Reconcile your own weakest link

Here is the one move worth making today, and it is not a checklist. Pull your business from three to five of the sources that matter (GBP, your site, Apple Maps, your top directory) and write each NAP out by hand. Put every phone number into E.164 form (+12175550143), normalize each address the way the pseudocode above would, and then read them against each other field by field, asking the only question that matters: does this pair clear the threshold, or not?

# Quick sanity check on your own JSON-LD before you compare sources by hand
curl -sL https://your-pharmacy.example/ \
  | grep -oE '<script type="application/ld\+json">[^<]+</script>' \
  | sed -E 's|</?script[^>]*>||g' \
  | python3 -c 'import sys,json; d=json.load(sys.stdin); a=d.get("address",{}); \
print("name:", d.get("name")); print("addr:", a.get("streetAddress"), a.get("addressLocality")); print("tel :", d.get("telephone"))'

What you are counting is not the number of spelling variants. It is the lowest score in the set: the single worst-aligned record. Reconciliation is decided at the weakest link, not the average, and that one bad record is the one splitting your entity in two. If the same companion concern is Google’s own projection of your data, reading GBP as JSON-LD covers the field GBP exposes and why your job is to agree with it rather than contradict it. And if the vocabulary around all of this still feels slippery (LLMO versus SEO versus AEO versus GEO), the terminology guide draws the boundaries more carefully than I can in a clause.

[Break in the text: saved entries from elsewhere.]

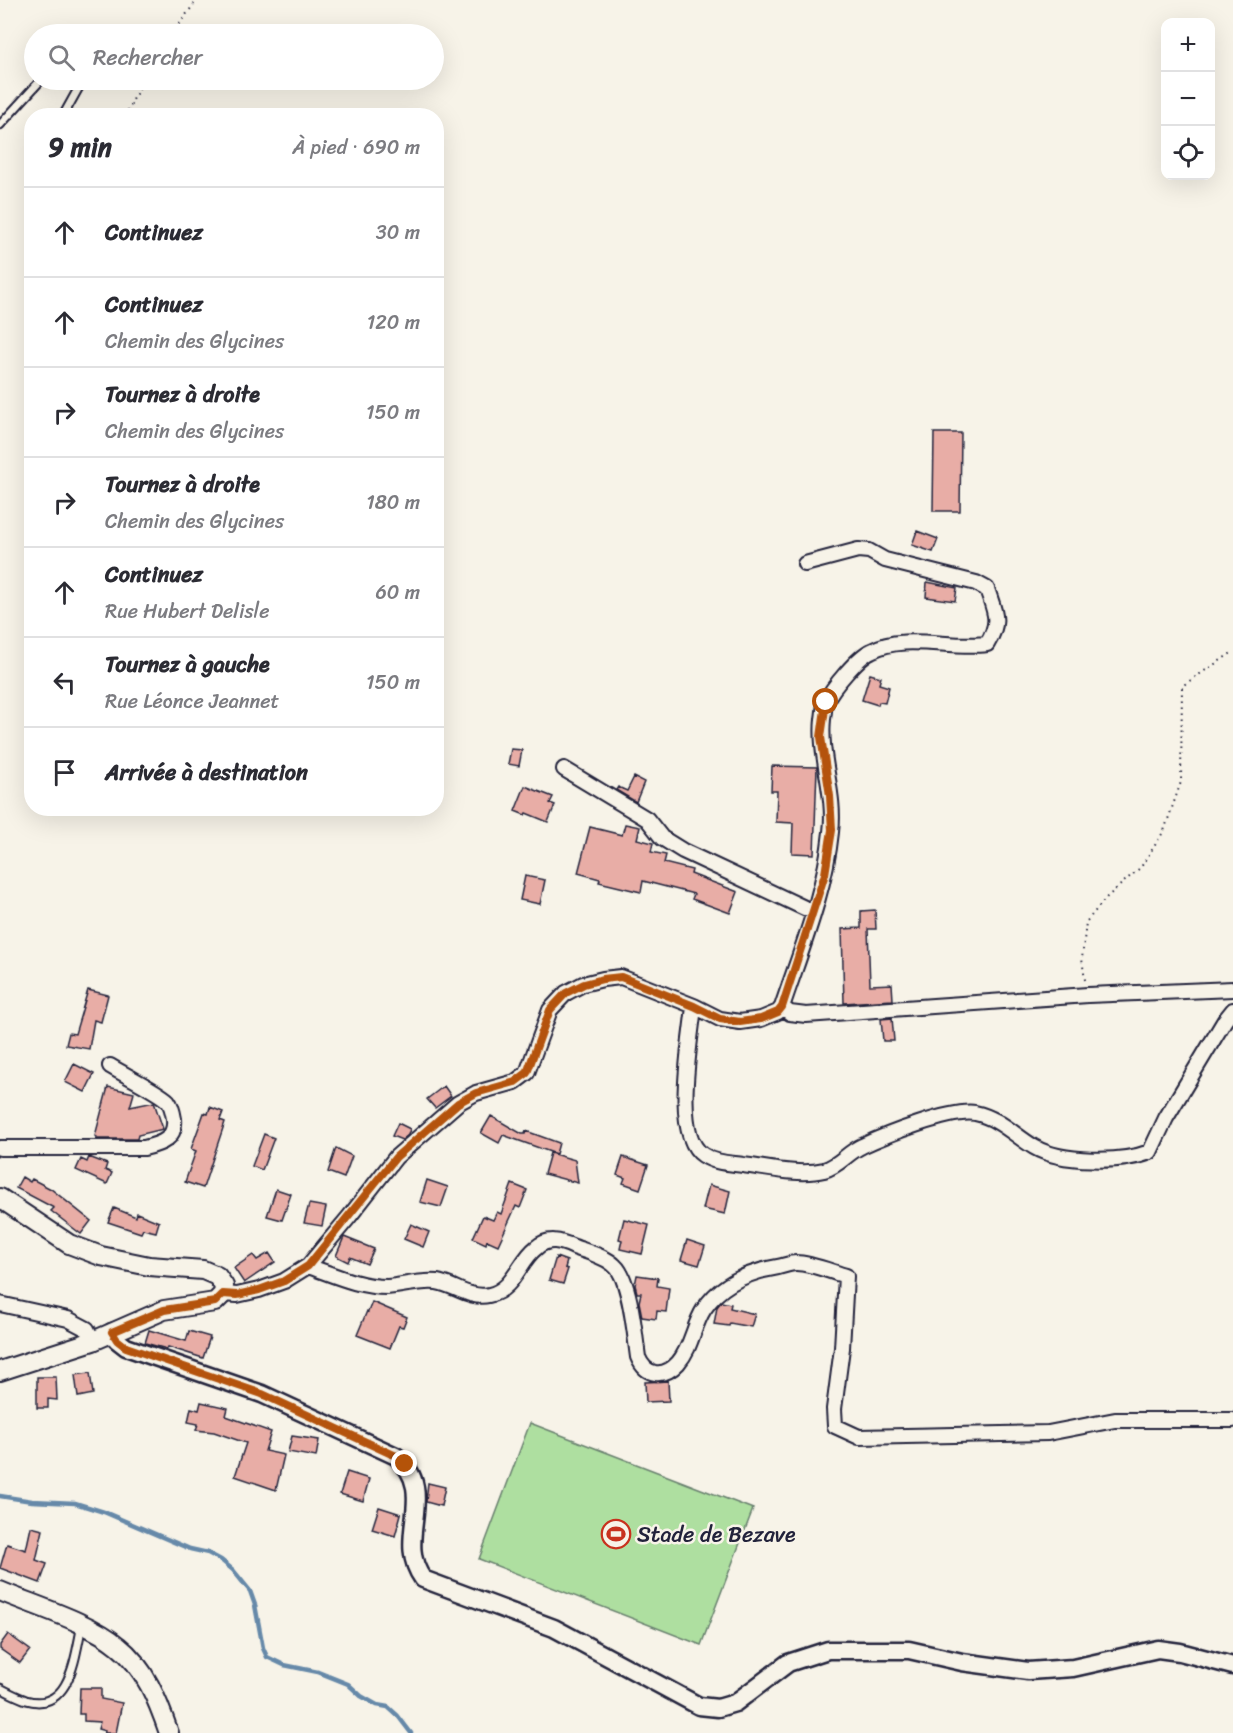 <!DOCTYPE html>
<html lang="fr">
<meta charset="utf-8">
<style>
body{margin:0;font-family:Sriracha,sans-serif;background:#f7f7f7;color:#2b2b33}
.controls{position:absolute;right:18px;top:18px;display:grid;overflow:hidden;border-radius:12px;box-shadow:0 6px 24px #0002}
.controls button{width:54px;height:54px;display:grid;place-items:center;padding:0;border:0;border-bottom:2px solid #e1e1e2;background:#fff;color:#2b2b33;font:30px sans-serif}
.stop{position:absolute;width:18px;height:18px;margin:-14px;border:4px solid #b45309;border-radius:50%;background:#fff}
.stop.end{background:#b45309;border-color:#fff;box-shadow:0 2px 6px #0008}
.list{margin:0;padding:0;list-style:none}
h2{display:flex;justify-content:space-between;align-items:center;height:78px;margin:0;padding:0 24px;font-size:26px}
h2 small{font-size:20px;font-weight:400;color:#7c7c81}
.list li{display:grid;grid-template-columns:39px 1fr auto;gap:18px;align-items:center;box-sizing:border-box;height:90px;padding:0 24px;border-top:2px solid #e1e1e2}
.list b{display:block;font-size:22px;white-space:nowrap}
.list p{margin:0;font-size:20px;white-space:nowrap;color:#7c7c81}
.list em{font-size:20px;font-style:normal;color:#7c7c81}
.icon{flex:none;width:33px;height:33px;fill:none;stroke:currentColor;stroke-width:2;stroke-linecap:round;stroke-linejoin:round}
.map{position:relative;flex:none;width:1233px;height:1733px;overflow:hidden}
.search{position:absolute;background:#fff;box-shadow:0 6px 24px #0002;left:24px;top:24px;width:420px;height:66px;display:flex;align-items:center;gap:15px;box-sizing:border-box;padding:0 21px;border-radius:33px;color:#7c7c81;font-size:22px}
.panel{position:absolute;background:#fff;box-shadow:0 6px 24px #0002;left:24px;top:108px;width:420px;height:708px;border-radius:24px}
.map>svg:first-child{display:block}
.green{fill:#aedfa0;stroke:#68806e;stroke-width:1.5}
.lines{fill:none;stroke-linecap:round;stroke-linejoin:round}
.stream{stroke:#6689a9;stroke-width:4.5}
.building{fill:#e8ada6;stroke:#22223b;stroke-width:1.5}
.service-casing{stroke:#22223b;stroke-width:11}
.minor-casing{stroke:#22223b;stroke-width:18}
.tertiary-casing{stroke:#22223b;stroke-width:21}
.secondary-casing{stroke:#22223b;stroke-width:22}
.path{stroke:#22223b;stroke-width:2;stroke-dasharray:1.5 4.5;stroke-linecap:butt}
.service{stroke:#f7f3e8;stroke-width:7}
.minor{stroke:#f7f3e8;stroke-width:14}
.tertiary{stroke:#f7f3e8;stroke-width:16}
.secondary{stroke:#f7f3e8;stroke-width:18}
.route{stroke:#b45309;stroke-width:8}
.labels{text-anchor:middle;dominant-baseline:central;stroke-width:5;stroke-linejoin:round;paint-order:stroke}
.poi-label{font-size:22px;fill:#22223b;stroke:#f7f3e8;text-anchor:start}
</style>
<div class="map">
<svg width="1233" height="1733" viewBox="0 0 1233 1733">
<rect width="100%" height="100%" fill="#f7f3e8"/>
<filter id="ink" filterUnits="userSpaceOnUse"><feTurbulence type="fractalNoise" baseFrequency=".0167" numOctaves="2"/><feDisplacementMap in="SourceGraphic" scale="12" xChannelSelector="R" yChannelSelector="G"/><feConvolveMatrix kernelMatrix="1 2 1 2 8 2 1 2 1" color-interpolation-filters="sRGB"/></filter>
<g filter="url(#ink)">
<path class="green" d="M530,1423L753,1509L701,1645L479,1559Z"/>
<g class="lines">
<path class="stream" d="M0,1496L32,1501L75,1503L104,1512L190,1549L208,1553L221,1560L233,1570L250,1591L255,1605L263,1648L267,1657L284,1665L318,1672L348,1684L361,1696L377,1705L388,1707L398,1716L411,1733"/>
</g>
<path class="building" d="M934,433H961L960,511H933Z
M917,531L938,539L933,552L912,545Z
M927,582L957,588L955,601L926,597Z
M870,674L881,677L879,684L889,687L885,703L879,702L878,705L862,700Z
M511,749L522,750L519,766L508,764Z
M772,766L817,767L814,854L792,853L793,823L776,822L777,791H771Z
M634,777L644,782L636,802L616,790L618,787L627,791Z
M525,786L553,797L550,803L555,805L548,822L526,813L525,815L515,811Z
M625,824L640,827L637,839L653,843L651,852L666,855L664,863L692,870L691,874L738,892L730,913L692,899L694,894L643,881L641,892L599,882L600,879L578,873L590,827L622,835Z
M525,876L545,880L540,904L520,900Z
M875,910L876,929H868L870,985L892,984L893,1000L844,1003L842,929L861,928V911Z
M88,990L108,995L101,1022L94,1020L89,1049L66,1045L69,1033L75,1034Z
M892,1018L894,1041H883L881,1019Z
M74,1064L94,1074L85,1092L65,1082Z
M444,1086L451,1096L435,1108L427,1099Z
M108,1087L134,1093L130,1107L154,1102L163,1129L138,1135L137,1139H97V1137L95,1136Z
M210,1107L223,1112L220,1120L225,1122L203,1188L185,1182L196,1151L191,1149L204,1113L208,1114Z
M491,1116L522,1134H525L526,1131L559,1143L556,1154L503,1135L499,1143L481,1133Z
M398,1123L410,1129L408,1135L402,1140L392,1136Z
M264,1134L274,1138L262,1170L252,1166Z
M336,1148L352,1156L344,1178L328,1172Z
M550,1153L575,1160L578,1183L544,1174Z
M89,1157L107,1164L105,1170L112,1173L107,1184L76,1170L81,1159L87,1162Z
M623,1157L648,1165L640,1189L623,1183L625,1178L617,1175Z
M22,1177L30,1182L32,1179L51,1189L91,1221L81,1234L51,1211L54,1208L16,1188Z
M427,1180L448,1187L441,1207L420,1202Z
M512,1184L527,1190L520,1208L516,1206L498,1245L487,1240L486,1244L473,1238L483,1216L493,1220L497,1212L501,1214Z
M709,1185L730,1191L725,1214L703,1209Z
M276,1189L291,1194L282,1220L267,1216Z
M309,1204L326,1207L322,1226L304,1223Z
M114,1208L136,1217L137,1213L159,1222L156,1232L143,1229L141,1233L108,1222Z
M624,1219L649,1225L642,1254L620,1249L622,1240L619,1239Z
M411,1224L429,1232L423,1247L404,1239Z
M344,1237L374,1249L367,1264L350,1257L348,1262L336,1256Z
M687,1240L705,1246L699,1265L681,1260Z
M269,1253L275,1262L244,1283L234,1268L253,1255L257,1260Z
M556,1257L567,1261L565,1268L568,1269L563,1284L549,1280Z
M637,1275L658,1278L657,1286L669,1288L666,1312L657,1311L656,1319L642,1317L639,1302L641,1293H637L635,1285Z
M372,1302L407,1317L403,1327L399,1326L390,1348L357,1335L367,1311L368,1312Z
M721,1302L731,1304L730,1308L755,1314L751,1327L730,1323L729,1326L714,1324L717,1307Z
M149,1330L186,1341L189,1331L210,1337L203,1358L168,1347L167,1349L145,1343Z
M90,1373L93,1394L78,1397L75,1375Z
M37,1377H56L57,1400L48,1399V1408H37Z
M668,1381L669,1401L646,1402L645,1382Z
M201,1402L228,1408L226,1416L271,1432L265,1451L284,1455L276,1490L235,1476L246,1443L214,1432L196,1430L198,1424L188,1422L191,1408L199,1410Z
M292,1436L319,1440L316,1457L288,1452Z
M347,1472L369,1479L363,1501L340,1494Z
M428,1483L445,1487L441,1506L426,1502Z
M379,1507L401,1514L395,1536L372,1529Z
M31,1527L43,1530L36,1560L47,1564L40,1583L0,1568L7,1544L26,1550Z
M8,1634L30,1650L20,1663L0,1649V1645Z
M80,1688H101V1699L122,1703L116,1733H104L105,1731L98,1729L100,1722L84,1721V1714H79Z"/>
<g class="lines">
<g class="service-casing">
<path id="service" d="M84,34H89
M63,116L83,80
M0,125L41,80
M0,1688C8,1692 17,1697 26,1700C71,1713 75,1655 82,1625"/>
</g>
<g class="minor-casing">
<path id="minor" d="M564,769L647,819L662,838L683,851L813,912
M694,1006C691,1040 672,1135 703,1155C715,1163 729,1163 743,1165C768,1168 799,1176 824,1170C839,1166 848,1152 862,1146C885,1135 952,1109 975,1113C999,1118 1014,1135 1034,1147C1061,1163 1122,1163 1150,1152L1166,1118L1225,1020L1233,1010
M782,1007L790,1013L806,1015L1088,995L1233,989
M0,1148H144C161,1144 176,1139 174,1119C173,1113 172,1106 168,1101C159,1092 123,1074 110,1066
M308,1266C334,1275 359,1287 387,1287C403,1286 420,1280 437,1282C455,1285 469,1299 489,1295C514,1290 519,1261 536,1248C548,1237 561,1241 574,1247C587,1252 605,1256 615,1266C630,1279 635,1336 638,1357C646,1377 664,1378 678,1363C692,1347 693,1326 704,1309C721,1283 748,1272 778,1267C784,1266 790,1263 796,1263C810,1263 832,1272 846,1276L842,1348L834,1409L835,1426L859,1437L1048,1433L1115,1420H1233
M223,1294L237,1295L259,1290L284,1281L308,1266L349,1217L396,1157L458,1103L476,1093L515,1082L527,1073L550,1010L566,993L583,984L603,979L621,977L694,1006L720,1019L740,1022L761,1019L778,1012L782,1007C801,950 825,892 831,832C836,794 819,757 823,719C824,714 824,706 826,701C832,688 858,657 871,651C903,633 950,649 987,644C1001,621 995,613 987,589L976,583L885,560L869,551L858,550L805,564
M0,1304L68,1319L87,1329L93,1341"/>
</g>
<g class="tertiary-casing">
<path id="tertiary" d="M112,1332L117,1340L126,1347L262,1394L396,1456C440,1493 393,1538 423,1579L554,1628L699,1706L718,1708L735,1703L788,1663L828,1650H909L962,1662L1028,1671L1073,1668L1158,1649L1180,1652L1233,1666"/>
</g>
<g class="secondary-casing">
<path id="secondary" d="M0,1198L69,1244L101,1256L149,1266L203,1270L217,1276L224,1286L223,1294L215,1302L164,1310L93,1341L0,1371
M0,1591C35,1606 90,1622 118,1646C145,1667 158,1701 169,1733"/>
</g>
<path class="path" d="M172,34L197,0
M125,116L143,80
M1085,980L1082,959L1086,922L1107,897L1141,867L1164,831L1181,782L1182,686L1233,652"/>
<use href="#service" class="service"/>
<use href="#minor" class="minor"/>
<use href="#tertiary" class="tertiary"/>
<use href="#secondary" class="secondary"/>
</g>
</g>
<g class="lines" filter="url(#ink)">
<path class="route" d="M405,1464L396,1456L262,1394L126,1347L117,1340L112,1332L164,1310L215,1302L223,1294L237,1295L259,1290L284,1281L308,1266L396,1157L458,1103L476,1093L515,1082L527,1073L550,1010L566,993L584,984L603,979L621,977L694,1006L720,1019L740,1022L761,1019L778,1012L782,1007L825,874L832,830L830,796L821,737L826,702"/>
</g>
<defs>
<g id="stadium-ring" transform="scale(1.5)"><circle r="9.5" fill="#f7f3e8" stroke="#c8321e" stroke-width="1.5"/><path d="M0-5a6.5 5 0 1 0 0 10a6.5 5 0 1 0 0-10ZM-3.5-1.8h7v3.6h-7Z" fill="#c8321e"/></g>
</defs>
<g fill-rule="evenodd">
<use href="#stadium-ring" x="616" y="1534"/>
</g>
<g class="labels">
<g class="poi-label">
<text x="637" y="1534">Stade de Bezave</text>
</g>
</g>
</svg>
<div class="controls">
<button>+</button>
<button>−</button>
<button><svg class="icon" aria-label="locate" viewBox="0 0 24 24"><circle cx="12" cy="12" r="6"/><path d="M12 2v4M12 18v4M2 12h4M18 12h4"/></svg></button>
</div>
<div class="stop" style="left:826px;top:702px"></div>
<div class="stop end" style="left:405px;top:1464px"></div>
<div class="search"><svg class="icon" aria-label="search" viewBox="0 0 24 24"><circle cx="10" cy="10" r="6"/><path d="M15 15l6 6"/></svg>Rechercher</div>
<section class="panel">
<h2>9 min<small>À pied · 690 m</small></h2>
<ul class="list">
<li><svg class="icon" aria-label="ahead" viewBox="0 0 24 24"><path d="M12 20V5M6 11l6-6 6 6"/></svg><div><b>Continuez</b></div><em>30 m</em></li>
<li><svg class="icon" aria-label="ahead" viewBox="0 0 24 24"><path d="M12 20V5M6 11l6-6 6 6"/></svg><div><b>Continuez</b><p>Chemin des Glycines</p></div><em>120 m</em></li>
<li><svg class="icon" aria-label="right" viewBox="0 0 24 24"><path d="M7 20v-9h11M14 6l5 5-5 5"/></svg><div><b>Tournez à droite</b><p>Chemin des Glycines</p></div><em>150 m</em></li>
<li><svg class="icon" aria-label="right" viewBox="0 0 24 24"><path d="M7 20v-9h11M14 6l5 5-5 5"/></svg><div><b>Tournez à droite</b><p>Chemin des Glycines</p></div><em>180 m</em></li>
<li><svg class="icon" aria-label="ahead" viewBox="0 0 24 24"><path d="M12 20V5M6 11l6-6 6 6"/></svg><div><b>Continuez</b><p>Rue Hubert Delisle</p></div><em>60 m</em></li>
<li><svg class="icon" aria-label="left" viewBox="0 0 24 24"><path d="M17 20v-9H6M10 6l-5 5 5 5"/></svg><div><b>Tournez à gauche</b><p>Rue Léonce Jeannet</p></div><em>150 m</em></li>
<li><svg class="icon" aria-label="arrive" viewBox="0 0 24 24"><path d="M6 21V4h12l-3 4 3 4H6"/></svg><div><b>Arrivée à destination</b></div></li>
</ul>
</section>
</div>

NAP consistency, in the end, is not listing hygiene. It is the act of telling an engine, across every surface it can reach, I am one place — and saying it the same way every time so the claim survives the matcher. We may align our NAP perfectly tonight and find that next year an engine weights the three fields differently, or leans harder on the URI layer above this one. That part moves. But be reconcilable to a single entity is about as durable an instruction as you can encode in a name, an address, and a phone number.